In a study conducted in 2012, the antimicrobial activity assay showed 12 bacteria (Aeromonas hydrophila, Bacillus cereus, Bacillus subtilis, Enterobacter cloacae, Escherichia coli, E. coli O157:H7, Klebsiella pneumoniae, Listeria monocytogenes, Proteus vulgaris, Pseudomonas aeruginosa, Salmonella typhimurium, Staphylococcus aureus), and 2 yields (Saccharomyces cerevisiae, C. albicans). The prepared extract showed inhibition effect only on K. pneumoniae (10.06 mm inhibition zone at 10% concentration) and A. hydrophila (9.56 mm inhibition zone at 10% concentration) (Polat 2012). It was found that the aqueous extract of şakok pear (P. elaeagnifolia Pallas) has antimicrobial activity at different levels against Streptococcus agalactiae ATCC 13813, Bacillus megaterium DSM 32, S. aureus ATCC 6538, and K. pneumoniae (Murathan et al. 2019). Similar to the results of the present study, Güdücü (2014) found that the 4 different concentrations (50, 100, 200, 500 mg/mL) of methanol and acetone extracts of fruits of P. elaeagnifolia did not form an inhibition zone on 7 bacteria (S. aureus ATCC29213, K. pneumoniae ATCC33495, E. faecalis ATCC29212, P. aeruginosa ATCC27853, E. cloacae ATCC13047, Serratia marcescens, E. coli ATCC25923) and did not exhibit any antimicrobial activity. Erbil et al. (2018) conducted tests on different pear types; it was stated that the highest microbial activity was in banda pear with a 20.14 mm inhibition diameter against P. aeruginosa ATCC 9027, while the lowest activity was in Güğüm pear with a 12.34 mm inhibition diameter against E. coli. In another study, the antimicrobial activity of the wild pear (P. elaeagnifolia) extracts’ antimicrobial activities on S. aureus, B. subtilis, B. cereus, E. coli, L. monocytogenes, and P. aeruginosa microorganisms were followed by disk diffusion method. Prepared wild pear leaf extracts were found to show effect at different levels on 6 microorganisms, and they showed high antimicrobial effects against S. aureus and E. coli (18±1.6mm) (Keçeci 2018). Various results can be reported in antimicrobial activity and antioxidant studies. These observed differences can be caused by factors such as changes in plant content depending on the climatic conditions and geographical conditions in which the sample grows, different types and/or strains of microorganisms used, and different extraction methods and/or solvent selection methods used.

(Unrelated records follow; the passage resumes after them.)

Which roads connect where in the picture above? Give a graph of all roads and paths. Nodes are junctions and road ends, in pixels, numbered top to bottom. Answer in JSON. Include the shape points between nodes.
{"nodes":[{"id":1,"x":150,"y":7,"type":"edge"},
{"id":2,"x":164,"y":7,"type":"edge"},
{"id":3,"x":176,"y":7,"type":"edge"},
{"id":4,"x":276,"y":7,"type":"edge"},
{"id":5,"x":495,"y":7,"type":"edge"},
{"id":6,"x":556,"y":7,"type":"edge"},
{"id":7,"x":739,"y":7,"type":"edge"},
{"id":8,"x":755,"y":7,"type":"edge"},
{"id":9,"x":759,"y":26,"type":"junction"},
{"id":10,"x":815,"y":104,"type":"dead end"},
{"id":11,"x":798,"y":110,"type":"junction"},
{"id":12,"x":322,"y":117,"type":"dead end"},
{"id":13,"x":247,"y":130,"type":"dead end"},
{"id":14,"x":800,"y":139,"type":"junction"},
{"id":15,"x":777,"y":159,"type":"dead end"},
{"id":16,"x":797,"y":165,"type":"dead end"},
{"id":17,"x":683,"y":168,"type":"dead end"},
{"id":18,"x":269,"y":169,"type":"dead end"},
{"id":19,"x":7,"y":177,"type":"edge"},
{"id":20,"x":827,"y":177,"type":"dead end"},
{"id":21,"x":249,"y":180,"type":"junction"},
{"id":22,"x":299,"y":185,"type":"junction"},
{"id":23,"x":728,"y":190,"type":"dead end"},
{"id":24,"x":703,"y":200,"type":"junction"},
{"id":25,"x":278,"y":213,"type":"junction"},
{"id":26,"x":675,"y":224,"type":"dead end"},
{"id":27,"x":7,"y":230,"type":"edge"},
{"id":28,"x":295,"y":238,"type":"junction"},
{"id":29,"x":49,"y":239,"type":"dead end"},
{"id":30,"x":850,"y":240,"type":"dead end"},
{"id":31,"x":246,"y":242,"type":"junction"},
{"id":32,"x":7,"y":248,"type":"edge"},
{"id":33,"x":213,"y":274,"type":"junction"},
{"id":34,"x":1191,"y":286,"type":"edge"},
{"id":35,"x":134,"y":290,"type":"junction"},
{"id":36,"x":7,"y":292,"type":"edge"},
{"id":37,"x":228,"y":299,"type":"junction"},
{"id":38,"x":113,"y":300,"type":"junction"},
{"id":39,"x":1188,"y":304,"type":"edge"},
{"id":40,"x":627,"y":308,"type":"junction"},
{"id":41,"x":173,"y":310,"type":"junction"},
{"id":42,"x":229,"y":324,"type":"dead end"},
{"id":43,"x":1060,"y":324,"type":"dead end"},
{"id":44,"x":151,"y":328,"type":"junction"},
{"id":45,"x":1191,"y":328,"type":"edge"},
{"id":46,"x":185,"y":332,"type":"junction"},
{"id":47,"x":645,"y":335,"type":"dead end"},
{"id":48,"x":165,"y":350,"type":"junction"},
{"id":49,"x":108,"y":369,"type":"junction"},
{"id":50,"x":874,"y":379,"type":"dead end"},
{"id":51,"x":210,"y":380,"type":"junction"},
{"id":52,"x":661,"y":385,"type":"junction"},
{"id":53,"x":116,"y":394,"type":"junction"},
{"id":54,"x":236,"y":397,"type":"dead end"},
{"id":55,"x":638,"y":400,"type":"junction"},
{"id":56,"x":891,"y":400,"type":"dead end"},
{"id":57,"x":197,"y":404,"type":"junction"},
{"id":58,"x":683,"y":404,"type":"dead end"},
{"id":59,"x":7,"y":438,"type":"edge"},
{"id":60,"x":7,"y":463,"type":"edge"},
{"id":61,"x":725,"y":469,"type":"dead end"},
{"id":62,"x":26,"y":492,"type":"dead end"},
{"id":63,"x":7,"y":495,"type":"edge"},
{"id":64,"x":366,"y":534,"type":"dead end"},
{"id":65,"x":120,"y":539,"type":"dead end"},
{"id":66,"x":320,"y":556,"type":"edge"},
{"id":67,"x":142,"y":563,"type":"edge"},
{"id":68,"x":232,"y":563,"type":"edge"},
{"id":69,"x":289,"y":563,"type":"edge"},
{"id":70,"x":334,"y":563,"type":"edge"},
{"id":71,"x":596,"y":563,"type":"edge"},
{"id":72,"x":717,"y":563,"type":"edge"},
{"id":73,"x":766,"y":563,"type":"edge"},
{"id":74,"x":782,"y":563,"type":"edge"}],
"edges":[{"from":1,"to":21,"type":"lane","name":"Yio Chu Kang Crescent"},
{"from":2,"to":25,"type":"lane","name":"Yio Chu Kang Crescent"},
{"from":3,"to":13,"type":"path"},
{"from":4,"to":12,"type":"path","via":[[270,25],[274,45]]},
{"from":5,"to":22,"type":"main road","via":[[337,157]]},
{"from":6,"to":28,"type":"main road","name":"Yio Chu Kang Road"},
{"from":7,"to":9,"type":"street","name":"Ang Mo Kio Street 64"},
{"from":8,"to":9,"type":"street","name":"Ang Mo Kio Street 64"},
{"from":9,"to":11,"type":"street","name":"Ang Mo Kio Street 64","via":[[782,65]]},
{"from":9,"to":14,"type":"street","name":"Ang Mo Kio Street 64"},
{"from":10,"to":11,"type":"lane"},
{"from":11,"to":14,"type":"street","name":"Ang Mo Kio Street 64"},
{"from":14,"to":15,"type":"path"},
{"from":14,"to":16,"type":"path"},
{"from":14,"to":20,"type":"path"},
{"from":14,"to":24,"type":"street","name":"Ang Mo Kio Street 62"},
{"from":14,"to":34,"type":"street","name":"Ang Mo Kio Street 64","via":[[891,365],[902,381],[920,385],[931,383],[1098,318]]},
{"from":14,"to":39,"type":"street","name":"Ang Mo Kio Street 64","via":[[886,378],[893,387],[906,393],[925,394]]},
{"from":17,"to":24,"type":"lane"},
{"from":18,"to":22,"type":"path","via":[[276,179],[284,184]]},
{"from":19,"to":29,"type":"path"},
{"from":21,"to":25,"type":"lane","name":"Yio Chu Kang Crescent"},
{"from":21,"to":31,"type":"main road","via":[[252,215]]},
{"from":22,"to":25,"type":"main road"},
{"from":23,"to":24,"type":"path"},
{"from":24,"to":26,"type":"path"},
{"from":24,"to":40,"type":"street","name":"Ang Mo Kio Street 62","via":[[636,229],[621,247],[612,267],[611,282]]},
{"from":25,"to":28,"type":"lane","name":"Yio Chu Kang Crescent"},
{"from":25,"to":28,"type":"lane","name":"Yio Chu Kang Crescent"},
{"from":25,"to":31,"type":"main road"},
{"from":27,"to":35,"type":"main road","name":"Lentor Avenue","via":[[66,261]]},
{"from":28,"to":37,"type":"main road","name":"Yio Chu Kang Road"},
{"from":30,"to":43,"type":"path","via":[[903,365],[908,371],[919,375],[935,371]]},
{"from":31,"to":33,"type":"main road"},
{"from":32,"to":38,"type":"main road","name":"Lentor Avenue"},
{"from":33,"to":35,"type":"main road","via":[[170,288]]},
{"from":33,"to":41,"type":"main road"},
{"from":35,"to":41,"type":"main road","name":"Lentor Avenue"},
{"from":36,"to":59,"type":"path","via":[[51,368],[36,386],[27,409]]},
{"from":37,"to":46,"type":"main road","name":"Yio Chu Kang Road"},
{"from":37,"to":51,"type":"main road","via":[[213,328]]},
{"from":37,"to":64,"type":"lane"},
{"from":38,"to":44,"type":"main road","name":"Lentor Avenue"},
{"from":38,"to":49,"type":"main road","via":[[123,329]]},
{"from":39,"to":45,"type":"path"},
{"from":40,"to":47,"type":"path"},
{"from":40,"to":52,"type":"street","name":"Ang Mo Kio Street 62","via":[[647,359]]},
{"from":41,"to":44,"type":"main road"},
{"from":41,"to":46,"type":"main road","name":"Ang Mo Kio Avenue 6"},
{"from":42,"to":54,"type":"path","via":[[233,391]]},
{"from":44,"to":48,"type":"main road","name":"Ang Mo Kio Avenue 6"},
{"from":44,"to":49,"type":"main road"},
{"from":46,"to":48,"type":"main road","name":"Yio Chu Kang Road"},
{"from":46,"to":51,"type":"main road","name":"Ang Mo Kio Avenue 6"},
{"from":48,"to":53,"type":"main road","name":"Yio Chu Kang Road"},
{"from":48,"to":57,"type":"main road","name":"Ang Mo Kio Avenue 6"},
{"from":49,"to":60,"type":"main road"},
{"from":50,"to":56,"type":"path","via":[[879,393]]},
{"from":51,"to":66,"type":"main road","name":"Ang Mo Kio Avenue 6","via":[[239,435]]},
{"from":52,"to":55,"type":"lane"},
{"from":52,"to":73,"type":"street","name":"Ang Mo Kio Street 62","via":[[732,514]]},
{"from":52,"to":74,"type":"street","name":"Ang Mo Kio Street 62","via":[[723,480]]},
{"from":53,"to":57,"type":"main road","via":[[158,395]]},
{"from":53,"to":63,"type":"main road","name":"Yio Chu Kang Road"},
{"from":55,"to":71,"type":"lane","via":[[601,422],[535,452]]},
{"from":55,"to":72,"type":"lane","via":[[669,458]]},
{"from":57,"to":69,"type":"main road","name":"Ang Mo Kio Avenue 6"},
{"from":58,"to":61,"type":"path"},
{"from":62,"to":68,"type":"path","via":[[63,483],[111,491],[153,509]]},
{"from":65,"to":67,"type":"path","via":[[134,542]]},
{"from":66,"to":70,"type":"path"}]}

Antioxidant Activities of Fruit Pulp and Fruit Seed Extracts from Pyrus spinosa Forssk.

Free radical removal activities of P. spinosa extracts were determined using the DPPH method (Burits and Bucar 2000). Table 3 shows the antioxidant activities of the samples. DPPH radical removal activity was observed to vary depending on concentration. High rates of activity were achieved in fruit pulp, while low rates of activity were determined in fruit seeds. The highest activity was found to be 91.2% in fruit pulp extract. An inhibition of 20% was determined in the fruit seed at a concentration of 200 mg/mL.

Table 3. Antioxidant Activity of P. spinosa Fruit Pulp and Fruit Seed Extracts

Wild fruits contain high amounts of phytochemicals (Hu 2003; Ikram et al. 2009). Phytochemical studies show that Pyrus species contain such phenolic components as β-arbutin (Aydin et al. 2015), chlorogenic acid derivatives (Nishimura et al. 2003; Yerliturk et al. 2008), catechin derivatives (Nishimura et al. 2003; Ziyan et al. 2004; Yerliturk et al. 2008, Kim et al. 2013), as well as flavonoids (Siddiq et al. 2000; Dincer et al. 2002), hydroxycinnamoyl acids, and methyl esters (Kostic et al. 2015), caffeoyl triterpenes (Sahu et al. 2013), and sterol glucosides. Wild Pear (Pyrus spp.) is among the widely consumed fruits with different species. Various studies indicated that pears contain vitamins and minerals which result in antipyretic, cough-relieving, and diarrhea-relieving properties. It is also reported to be good for urinary system disorders because it affects the liver and menstrual cycle. The leaves of Pyrus communis are urea disinfectant. Wild Pear flowers are used as an analgesic and spasmolytic medication among people (Gudej and Rychlınska 1999). Wild pear leaves with diuretic properties are known to be good for bladder inflammations, bacteriuria, high blood pressure, and the treatment of kidney stones (Zargari 1996). What makes Pyrus spp. important as a diet source is dietary fiber, mineral, vitamin C, and organic acids in it (Chen et al. 2007). In another study, pear is cited as the best source of polyphenols and triterpenes, while also noting the fruit as functional due to its antioxidant and anti-inflammatory effects (Li et al. 2014).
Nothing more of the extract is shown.